## HOW TO COMPLETE THIS TASK
Tell how many lines of the data include the word "Sudirman". Nothing but the number belongs in the answer.

## DATA EXTRACT
# # # # #

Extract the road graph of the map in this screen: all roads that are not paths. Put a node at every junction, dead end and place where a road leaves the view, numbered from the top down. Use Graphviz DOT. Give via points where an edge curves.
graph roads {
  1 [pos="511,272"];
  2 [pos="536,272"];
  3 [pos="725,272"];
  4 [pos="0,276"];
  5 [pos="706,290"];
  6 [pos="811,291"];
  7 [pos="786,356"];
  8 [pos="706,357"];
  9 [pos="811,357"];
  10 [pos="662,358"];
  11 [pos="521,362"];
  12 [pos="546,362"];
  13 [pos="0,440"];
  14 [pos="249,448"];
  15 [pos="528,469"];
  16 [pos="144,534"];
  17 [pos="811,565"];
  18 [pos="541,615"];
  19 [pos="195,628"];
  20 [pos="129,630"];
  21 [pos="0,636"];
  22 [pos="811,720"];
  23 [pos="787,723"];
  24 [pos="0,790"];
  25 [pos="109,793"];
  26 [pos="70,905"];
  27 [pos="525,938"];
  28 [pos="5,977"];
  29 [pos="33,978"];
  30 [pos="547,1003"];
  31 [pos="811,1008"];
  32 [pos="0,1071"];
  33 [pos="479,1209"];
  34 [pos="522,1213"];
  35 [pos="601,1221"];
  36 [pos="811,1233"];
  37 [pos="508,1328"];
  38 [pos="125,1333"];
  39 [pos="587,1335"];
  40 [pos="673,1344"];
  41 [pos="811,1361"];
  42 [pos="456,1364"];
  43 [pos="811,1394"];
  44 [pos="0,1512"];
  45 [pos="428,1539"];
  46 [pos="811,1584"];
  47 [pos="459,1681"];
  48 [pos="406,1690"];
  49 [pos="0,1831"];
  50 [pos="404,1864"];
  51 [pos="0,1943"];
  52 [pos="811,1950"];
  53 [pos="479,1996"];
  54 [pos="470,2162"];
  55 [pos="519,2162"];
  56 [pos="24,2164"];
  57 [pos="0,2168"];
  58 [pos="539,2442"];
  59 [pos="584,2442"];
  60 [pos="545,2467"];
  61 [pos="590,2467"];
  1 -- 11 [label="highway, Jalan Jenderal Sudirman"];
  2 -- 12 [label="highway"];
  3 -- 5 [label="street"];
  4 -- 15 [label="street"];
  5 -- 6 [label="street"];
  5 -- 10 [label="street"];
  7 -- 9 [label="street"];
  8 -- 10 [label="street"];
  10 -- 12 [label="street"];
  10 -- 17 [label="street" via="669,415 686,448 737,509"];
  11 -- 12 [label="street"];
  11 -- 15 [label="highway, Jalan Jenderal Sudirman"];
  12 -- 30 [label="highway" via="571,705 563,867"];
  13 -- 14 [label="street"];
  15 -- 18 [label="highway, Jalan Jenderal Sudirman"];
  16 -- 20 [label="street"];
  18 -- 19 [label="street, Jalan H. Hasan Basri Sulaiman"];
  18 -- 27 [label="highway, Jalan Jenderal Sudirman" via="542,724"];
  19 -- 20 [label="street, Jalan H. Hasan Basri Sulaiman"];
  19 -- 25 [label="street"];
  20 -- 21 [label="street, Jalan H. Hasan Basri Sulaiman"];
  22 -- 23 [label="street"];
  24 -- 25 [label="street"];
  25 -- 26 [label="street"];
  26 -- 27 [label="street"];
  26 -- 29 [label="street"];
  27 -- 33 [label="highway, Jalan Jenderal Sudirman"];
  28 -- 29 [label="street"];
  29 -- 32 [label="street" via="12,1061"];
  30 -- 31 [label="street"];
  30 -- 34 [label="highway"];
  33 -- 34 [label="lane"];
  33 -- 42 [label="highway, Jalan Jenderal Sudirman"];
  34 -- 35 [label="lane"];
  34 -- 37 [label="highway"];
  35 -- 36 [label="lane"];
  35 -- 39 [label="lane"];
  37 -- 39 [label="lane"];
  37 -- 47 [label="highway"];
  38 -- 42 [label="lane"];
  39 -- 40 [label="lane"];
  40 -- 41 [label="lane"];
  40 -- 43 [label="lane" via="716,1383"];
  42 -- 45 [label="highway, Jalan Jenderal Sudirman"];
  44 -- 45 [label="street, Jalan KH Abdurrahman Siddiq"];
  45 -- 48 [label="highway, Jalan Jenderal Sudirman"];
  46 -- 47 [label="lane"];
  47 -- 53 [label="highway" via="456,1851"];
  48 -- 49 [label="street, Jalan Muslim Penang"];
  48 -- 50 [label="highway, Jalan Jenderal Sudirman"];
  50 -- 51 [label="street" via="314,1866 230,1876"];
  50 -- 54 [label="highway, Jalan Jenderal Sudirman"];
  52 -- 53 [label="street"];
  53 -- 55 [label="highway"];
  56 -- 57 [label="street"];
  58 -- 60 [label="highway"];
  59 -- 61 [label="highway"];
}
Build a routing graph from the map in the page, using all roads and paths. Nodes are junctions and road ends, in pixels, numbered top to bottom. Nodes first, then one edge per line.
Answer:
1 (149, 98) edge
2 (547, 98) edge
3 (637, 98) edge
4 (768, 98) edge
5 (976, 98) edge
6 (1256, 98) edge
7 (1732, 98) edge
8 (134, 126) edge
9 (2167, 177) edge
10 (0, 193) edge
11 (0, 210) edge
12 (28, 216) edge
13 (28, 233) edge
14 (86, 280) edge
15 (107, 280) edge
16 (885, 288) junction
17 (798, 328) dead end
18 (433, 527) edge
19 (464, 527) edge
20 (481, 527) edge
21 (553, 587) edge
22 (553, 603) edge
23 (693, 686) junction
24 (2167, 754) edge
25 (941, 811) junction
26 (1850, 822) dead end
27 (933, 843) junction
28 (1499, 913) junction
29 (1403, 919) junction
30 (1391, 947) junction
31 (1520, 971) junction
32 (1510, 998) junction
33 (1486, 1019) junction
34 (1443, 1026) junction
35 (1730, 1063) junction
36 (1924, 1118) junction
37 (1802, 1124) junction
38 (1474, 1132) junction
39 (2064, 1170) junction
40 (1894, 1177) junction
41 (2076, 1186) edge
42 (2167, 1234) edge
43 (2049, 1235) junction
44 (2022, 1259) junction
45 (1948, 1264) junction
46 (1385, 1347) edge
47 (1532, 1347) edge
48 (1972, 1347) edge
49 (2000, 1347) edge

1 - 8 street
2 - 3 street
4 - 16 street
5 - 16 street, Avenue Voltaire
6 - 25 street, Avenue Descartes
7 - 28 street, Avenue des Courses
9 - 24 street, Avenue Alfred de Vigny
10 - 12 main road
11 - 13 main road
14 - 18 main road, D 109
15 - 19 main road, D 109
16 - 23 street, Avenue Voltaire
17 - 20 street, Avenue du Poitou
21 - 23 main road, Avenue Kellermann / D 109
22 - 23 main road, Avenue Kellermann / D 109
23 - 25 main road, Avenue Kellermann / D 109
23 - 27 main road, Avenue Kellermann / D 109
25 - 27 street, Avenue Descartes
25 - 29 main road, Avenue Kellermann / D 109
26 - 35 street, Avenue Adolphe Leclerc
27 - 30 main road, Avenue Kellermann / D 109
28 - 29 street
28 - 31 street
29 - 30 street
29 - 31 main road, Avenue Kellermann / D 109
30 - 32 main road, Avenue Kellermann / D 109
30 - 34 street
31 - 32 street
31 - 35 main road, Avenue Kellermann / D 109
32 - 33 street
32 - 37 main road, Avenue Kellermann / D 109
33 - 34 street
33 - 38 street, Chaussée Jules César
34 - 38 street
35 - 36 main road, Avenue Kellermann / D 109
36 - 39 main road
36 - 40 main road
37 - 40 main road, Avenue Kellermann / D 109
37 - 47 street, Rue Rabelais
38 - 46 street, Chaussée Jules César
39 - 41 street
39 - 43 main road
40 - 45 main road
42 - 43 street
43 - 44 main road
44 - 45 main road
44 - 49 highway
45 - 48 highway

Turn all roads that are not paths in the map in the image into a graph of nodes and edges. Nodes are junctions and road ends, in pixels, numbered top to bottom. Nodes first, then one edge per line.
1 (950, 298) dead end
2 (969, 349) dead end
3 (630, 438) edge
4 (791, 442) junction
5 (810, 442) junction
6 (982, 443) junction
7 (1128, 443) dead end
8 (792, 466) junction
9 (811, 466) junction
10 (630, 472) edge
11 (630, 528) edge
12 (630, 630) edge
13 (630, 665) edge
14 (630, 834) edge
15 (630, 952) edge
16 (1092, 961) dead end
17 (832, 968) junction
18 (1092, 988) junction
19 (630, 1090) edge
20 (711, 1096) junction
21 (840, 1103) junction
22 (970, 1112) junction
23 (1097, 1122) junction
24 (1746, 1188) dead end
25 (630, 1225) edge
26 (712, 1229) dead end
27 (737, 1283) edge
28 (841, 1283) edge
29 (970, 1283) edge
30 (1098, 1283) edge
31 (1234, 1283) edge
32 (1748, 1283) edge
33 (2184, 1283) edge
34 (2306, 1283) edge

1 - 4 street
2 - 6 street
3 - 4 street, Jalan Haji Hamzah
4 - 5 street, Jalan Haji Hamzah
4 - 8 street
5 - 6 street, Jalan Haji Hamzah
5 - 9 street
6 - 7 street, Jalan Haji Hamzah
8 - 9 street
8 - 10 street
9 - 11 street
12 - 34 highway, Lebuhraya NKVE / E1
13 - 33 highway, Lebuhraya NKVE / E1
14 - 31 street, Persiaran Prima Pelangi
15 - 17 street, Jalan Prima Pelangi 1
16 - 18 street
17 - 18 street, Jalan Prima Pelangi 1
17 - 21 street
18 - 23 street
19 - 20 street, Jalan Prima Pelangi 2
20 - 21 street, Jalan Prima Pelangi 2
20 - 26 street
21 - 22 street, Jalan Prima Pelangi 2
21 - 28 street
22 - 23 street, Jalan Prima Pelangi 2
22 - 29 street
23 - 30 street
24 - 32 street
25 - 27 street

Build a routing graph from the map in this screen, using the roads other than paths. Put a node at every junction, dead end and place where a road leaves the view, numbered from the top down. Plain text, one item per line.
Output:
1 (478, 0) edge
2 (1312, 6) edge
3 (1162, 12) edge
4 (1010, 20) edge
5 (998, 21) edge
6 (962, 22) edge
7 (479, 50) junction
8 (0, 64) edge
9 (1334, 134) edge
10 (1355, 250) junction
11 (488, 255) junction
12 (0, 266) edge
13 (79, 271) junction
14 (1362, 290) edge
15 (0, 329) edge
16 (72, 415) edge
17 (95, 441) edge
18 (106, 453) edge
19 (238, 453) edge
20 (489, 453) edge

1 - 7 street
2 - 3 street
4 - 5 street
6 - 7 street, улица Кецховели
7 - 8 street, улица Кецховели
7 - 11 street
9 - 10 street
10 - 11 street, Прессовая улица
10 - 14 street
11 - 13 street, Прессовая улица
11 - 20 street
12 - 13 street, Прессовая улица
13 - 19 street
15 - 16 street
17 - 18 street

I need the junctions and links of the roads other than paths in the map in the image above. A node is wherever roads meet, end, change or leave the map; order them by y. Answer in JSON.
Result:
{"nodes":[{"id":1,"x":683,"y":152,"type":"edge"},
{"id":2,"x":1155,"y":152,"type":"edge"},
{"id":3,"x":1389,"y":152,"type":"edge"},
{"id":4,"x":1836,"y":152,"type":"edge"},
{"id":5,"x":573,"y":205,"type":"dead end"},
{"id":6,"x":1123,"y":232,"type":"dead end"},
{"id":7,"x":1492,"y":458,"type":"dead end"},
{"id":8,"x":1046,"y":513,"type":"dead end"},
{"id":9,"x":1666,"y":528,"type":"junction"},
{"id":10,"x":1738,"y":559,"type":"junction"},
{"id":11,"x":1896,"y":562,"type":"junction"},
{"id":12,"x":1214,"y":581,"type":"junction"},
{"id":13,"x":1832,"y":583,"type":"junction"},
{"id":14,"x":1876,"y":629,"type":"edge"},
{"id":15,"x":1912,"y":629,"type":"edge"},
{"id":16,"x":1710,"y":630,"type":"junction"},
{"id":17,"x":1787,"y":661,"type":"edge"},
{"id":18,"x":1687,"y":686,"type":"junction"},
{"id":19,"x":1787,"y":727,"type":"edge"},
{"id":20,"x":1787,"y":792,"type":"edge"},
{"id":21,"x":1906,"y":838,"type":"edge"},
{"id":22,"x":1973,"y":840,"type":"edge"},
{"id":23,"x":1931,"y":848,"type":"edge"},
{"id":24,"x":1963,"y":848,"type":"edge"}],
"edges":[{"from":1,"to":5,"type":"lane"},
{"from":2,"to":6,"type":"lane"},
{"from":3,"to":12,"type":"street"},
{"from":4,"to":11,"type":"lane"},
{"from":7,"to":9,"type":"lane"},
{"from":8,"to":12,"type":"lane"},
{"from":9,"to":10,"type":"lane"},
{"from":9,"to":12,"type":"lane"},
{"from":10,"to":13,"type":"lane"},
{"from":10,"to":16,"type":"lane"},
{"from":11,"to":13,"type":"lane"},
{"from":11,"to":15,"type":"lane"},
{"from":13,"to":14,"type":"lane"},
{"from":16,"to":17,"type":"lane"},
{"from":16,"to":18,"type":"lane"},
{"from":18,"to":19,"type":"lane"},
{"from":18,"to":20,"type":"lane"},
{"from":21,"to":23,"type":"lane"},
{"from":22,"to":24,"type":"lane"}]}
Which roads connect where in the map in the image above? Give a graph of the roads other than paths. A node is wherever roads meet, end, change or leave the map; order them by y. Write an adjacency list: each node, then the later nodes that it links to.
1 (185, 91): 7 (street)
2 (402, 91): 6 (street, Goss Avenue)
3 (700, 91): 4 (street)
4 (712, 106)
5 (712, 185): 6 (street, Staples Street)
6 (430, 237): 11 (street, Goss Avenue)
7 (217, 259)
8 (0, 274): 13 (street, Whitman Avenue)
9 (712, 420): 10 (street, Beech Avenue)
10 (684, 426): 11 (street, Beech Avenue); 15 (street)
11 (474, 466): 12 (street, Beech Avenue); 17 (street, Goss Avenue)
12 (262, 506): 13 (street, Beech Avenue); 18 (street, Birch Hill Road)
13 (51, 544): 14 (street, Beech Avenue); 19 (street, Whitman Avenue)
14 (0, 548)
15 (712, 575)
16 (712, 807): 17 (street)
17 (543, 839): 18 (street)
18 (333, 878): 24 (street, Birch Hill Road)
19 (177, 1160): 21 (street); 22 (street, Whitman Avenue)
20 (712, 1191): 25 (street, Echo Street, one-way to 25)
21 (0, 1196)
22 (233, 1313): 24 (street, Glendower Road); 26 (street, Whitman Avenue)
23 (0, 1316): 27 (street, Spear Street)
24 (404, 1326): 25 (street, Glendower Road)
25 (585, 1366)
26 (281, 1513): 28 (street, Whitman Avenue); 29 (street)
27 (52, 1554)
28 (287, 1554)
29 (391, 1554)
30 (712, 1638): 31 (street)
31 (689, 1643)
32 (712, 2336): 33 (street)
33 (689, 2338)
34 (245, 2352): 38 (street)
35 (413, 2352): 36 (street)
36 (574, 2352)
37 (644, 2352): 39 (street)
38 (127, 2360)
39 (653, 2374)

# # # # #

## REPLY TO THE EXERCISE
10